Re: Unique string storage (was Re: Why don't stringobjects have methods?)

Mark Lutz (lutz@KaPRE.COM)
Mon, 4 Apr 94 16:32:32 MDT

Ahem; I typed (without checking...):

> Example use---
> x = Symbol('abc')
> y = Symbol('a' + 'bc')
> x is y -> yes: same dictionary/property-list

of course this is wrong, since x and y are different class
instance objects.

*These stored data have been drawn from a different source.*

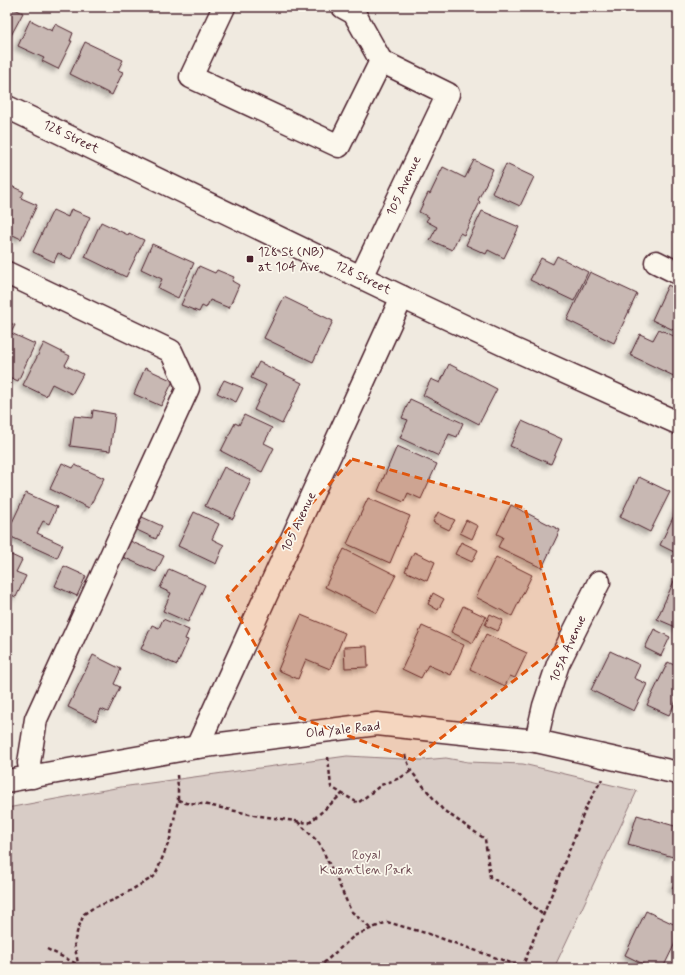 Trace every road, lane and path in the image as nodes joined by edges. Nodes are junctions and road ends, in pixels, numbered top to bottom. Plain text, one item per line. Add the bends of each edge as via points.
1 (224, 7) edge
2 (343, 7) edge
3 (381, 61) junction
4 (7, 107) edge
5 (656, 262) dead end
6 (7, 273) edge
7 (678, 273) edge
8 (361, 277) junction
9 (402, 297) junction
10 (678, 423) edge
11 (600, 582) dead end
12 (536, 742) junction
13 (197, 747) junction
14 (405, 755) dead end
15 (328, 757) dead end
16 (411, 771) junction
17 (678, 773) edge
18 (177, 775) dead end
19 (32, 777) junction
20 (602, 779) dead end
21 (7, 781) edge
22 (342, 794) junction
23 (178, 800) junction
24 (297, 821) junction
25 (543, 915) junction
26 (371, 929) junction
27 (47, 949) dead end
28 (79, 966) edge
29 (107, 968) edge
30 (318, 968) edge
31 (522, 968) edge

1 - 3 street via 191,77 339,146
2 - 3 street via 354,13
3 - 8 street, 105 Avenue via 448,94
4 - 8 street, 128 Street
5 - 7 street
6 - 19 street via 171,351 188,388 36,719 29,763
8 - 9 street, 128 Street
9 - 10 street, 128 Street
9 - 13 street, 105 Avenue
11 - 12 street, 105A Avenue via 558,664 544,706
12 - 13 street, Old Yale Road via 378,724
12 - 17 street, Old Yale Road
13 - 19 street, Old Yale Road
14 - 16 path
15 - 22 path via 331,786
16 - 22 path via 381,785 358,804
16 - 25 path via 443,810 485,839 490,877 520,894
18 - 23 path
19 - 21 street, Old Yale Road
20 - 25 path via 587,805
22 - 24 path via 309,823
23 - 24 path
23 - 28 path via 170,839 155,876 84,914 74,944
24 - 26 path via 319,843 351,911
25 - 31 path
26 - 30 path via 354,936
26 - 31 path via 387,922 429,934
27 - 28 path
28 - 29 path via 99,965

You'd need to do:

x.data is y.data -> yes: same dictionary/property-list

unless you store the Symbol class itself in the string dictionary:

Module Symbol2.py---

class Symbol(str):
def __init__(self):
self.data = {'name':str}
def __repr__(self):
return self.getprop('name')
def getprop(self, key):
try:
return self.data[key]
except KeyError:
return None
def putprop(self, key, value):
self.data[key] = value

_tab = {}

def intern(str):
try:
return _tab[str]
except KeyError:
_tab[str] = Symbol(str)
return _tab[str]

New-and-improved example use---

x = intern('abc')
y = intern('a' + 'bc')
x is y -> yes: same class instance
print y -> 'abc'
y.getprop('name') -> 'abc'
y.putprop('value', 99)

Now, since this makes 'Symbol' just a wrapper on top of a dictionary,
and since a class is a form of dictionary itself, you can use getattr()
and setattr() built-in methods, and get rid of the dictionary altogether,
saving space:

Module Symbol3.py---

class Symbol(str):
def __init__(self):
self.name = str
def __repr__(self):
return self.name
def getprop(self, key):
try:
return getattr(self, key)
except KeyError:
return None
def putprop(self, key, value):
setattr(self, key, value)

<rest stays the same>

or you could get rid of getprop, putprop as well:

Module Symbol4.py---

class Symbol(str):
def __init__(self):
self.name = str
def __repr__(self):
return self.name

_tab = {}

def intern(str):
try:
return _tab[str]
except KeyError:
_tab[str] = Symbol(str)
return _tab[str]

New-and-re-improved example use---

x = intern('abc')
y = intern('a' + 'bc')
x is y -> yes: same class instance
print y -> 'abc'
y.getattr('name') -> 'abc'
y.setattr('value', 99)

which is very simple code, but will still run much slower than
built-in symbol table support.

Mark Lutz